= Peter Nicks =

American filmmaker

Peter Olivera Nicks (born May 2, 1968) is an American film director, producer, cinematographer and writer, known for his Oakland Trilogy of documentary films, including The Waiting Room (2012), The Force (2017), and Homeroom (2021). He is a co-founder of Proximity Media alongside Ryan Coogler, Zinzi Coogler, Sev Ohanian, Ludwig Göransson, and Archie Davis, is the founder of Open'hood, Inc., a Bay Area nonprofit producing independent documentaries, and serves on the board of trustees at the Sundance Institute.

== Career ==
Nicks began his career in television and served as Producer on the “Heavy Lifting” segment of the PBS show “Life 360” - “Bridges” episode in 2001. He was co-producer and editor of the 2006 episode "Blame Somebody Else" of PBS series AIR: America's Investigative Reports. The episode received an Emmy Award in 2007 for Outstanding Feature Story in a News Magazine, for its exposure of the pipeline of illegal labor human trafficking during the Iraq War. In 2009 he founded Open'hood Inc., a Bay Area nonprofit that produces independent documentaries.

He directed the 2012 documentary film The Waiting Room, which was shortlisted for the Academy Award for Best Documentary Feature. It also won the Truer Than Fiction Award at the Independent Spirit Awards, where it was also nominated for Best Documentary.. The film follows the life and times of patients, doctors, and staff at Highland Hospital, a safety-net hospital in Oakland, California.

In 2015, Nicks received a United States Artists (USA) fellowship.

In 2017, he released The Force, a documentary about reform measures at the Oakland Police Department. The film won the Directing Prize at the Sundance Film Festival.
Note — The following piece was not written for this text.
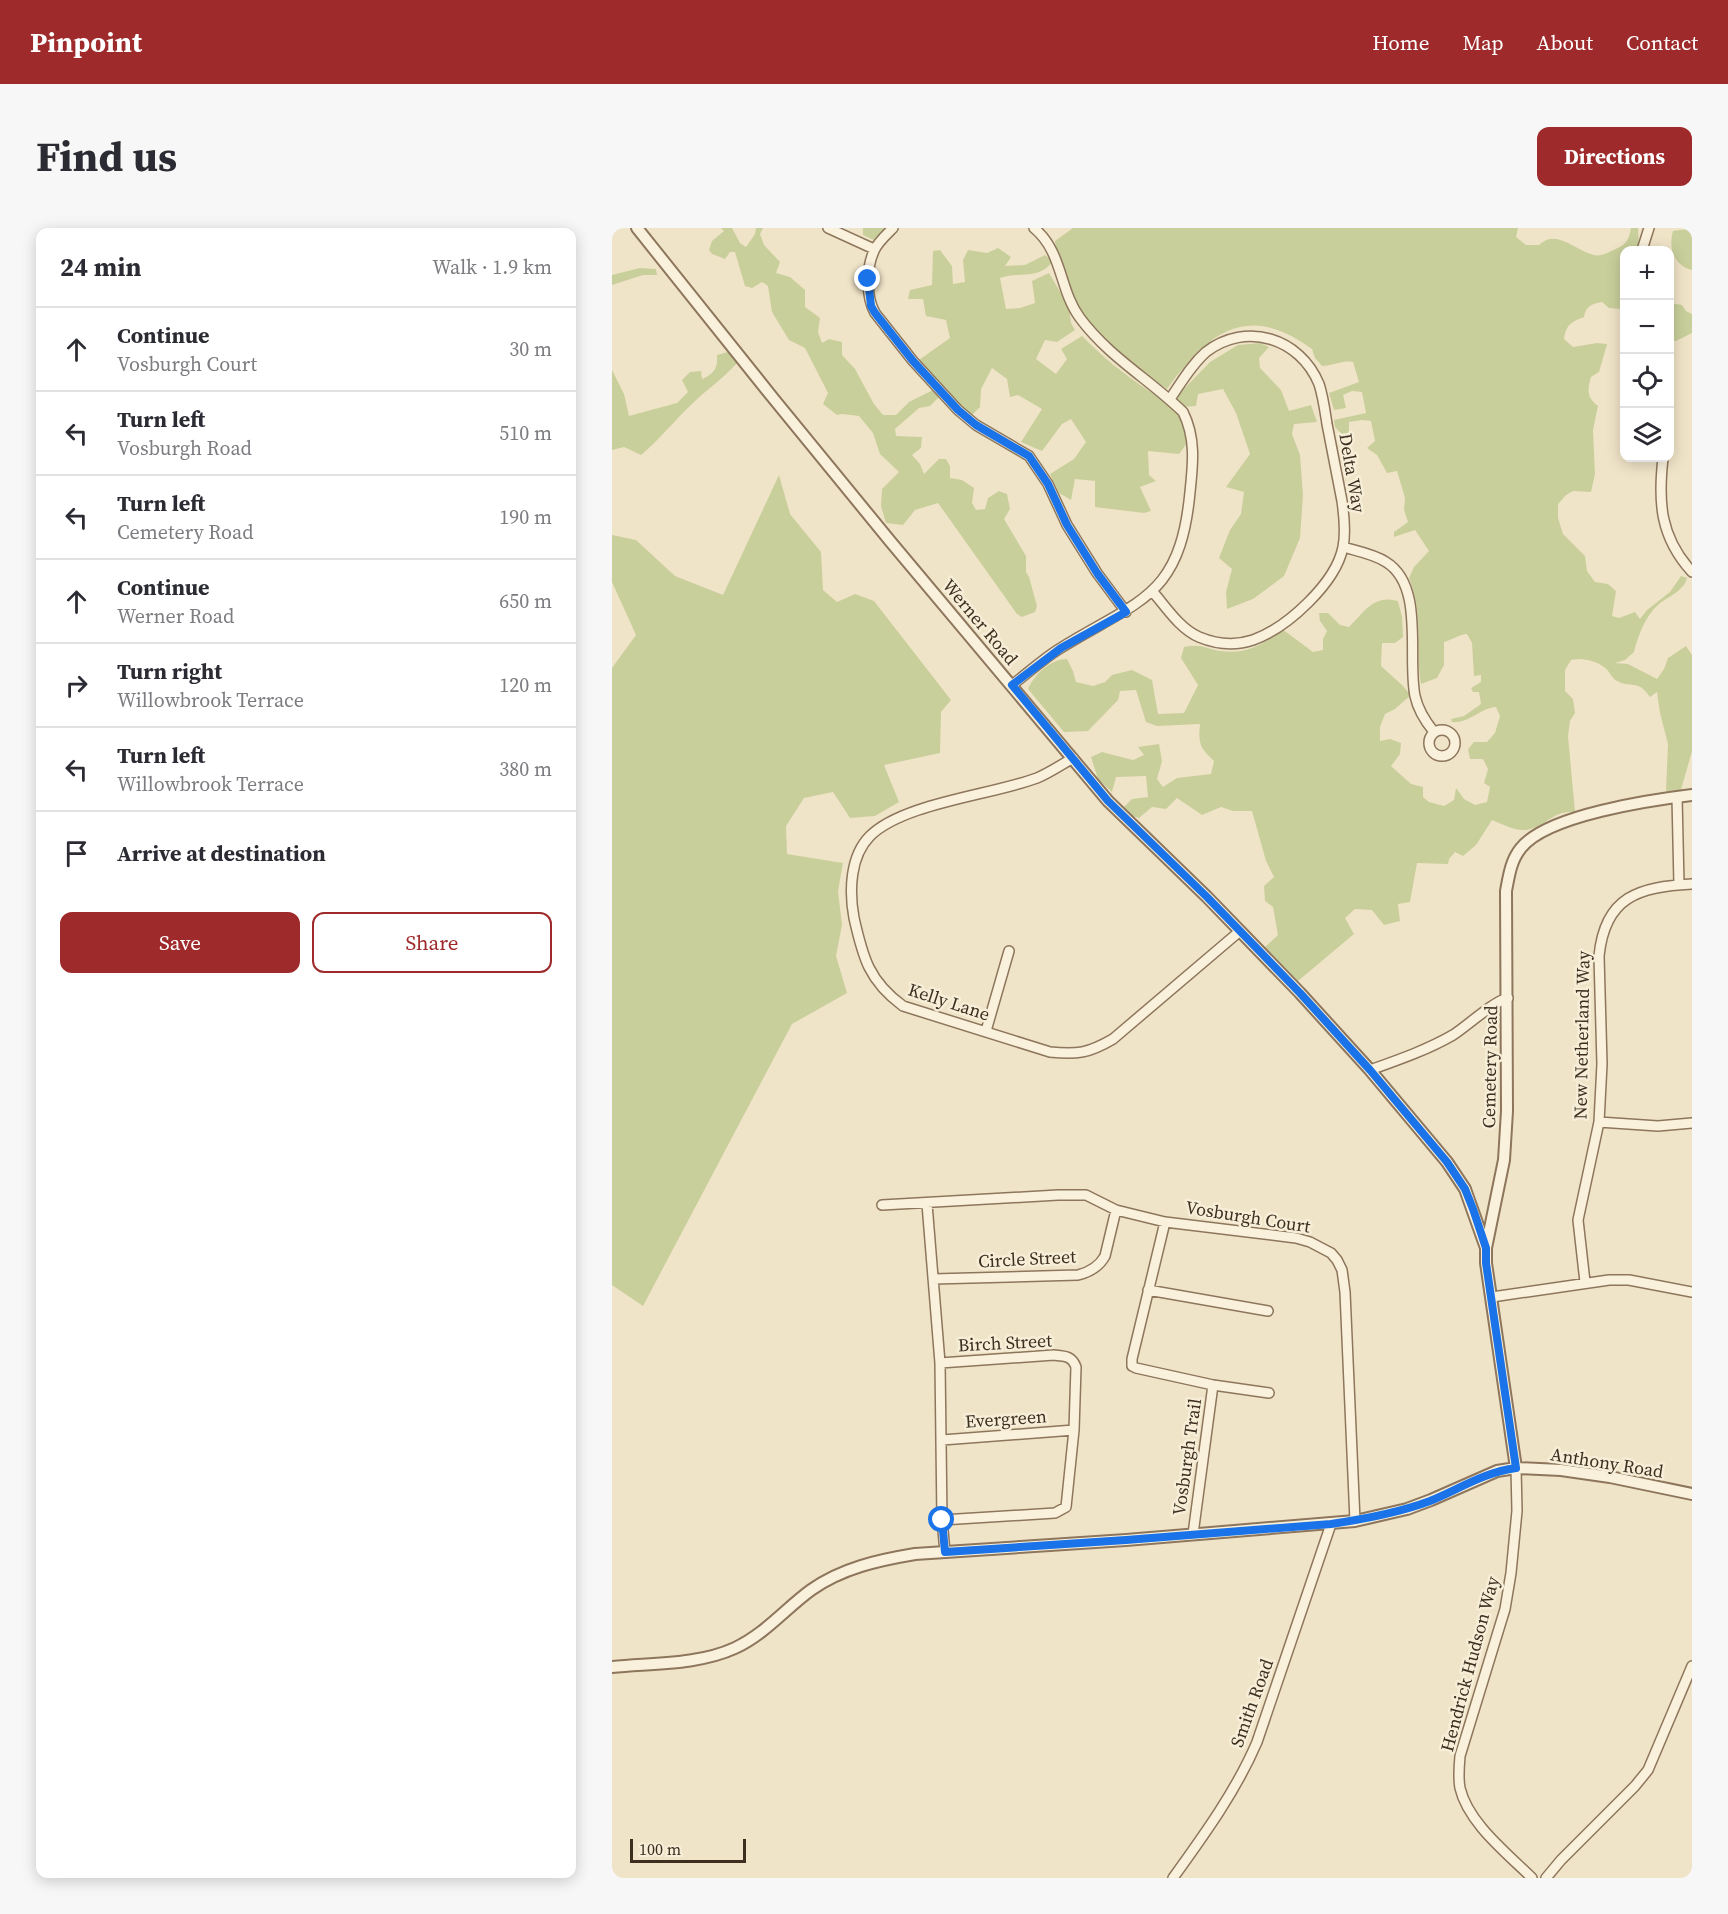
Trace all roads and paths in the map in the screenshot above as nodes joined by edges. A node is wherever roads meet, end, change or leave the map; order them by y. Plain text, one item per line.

In January 2021, the third in his planned trilogy about Oakland public institutions, Homeroom (2021 film), received its world premiere at the online Sundance Film Festival. The film is a documentary following the Oakland High School class of 2020 through their senior year. The 2019-2020 year started normally, with students focusing on education as well as activism for social justice. But it took an unexpected turn when the COVID-19 pandemic forced the students into isolation, with virtual classes and no graduation ceremony. The film received the inaugural Jonathan Oppenheim Editing Award at the Sundance Film Festival.

In 2021, Nicks co-founded Proximity Media as Head of Nonfiction alongside Ryan Coogler, Zinzi Coogler, Sev Ohanian, Ludwig Göransson, and Archie Davis.

Nicks next directed Stephen Curry: Underrated, which premiered at the 2023 Sundance Film Festival. Also in 2023, Nicks directed Anthem, which premiered at the Tribeca Film Festival. Produced by Ryan Coogler and Kris Bowers, the film follows composer Kris Bowers and producer Dahi as they travel across the United States to create a new anthem. He also joined the Sundance Institute's board of trustees the same year.

In 2025, Nicks served as an executive producer on Hurricane Katrina: Race Against Time directed by Traci A. Curry, for National Geographic.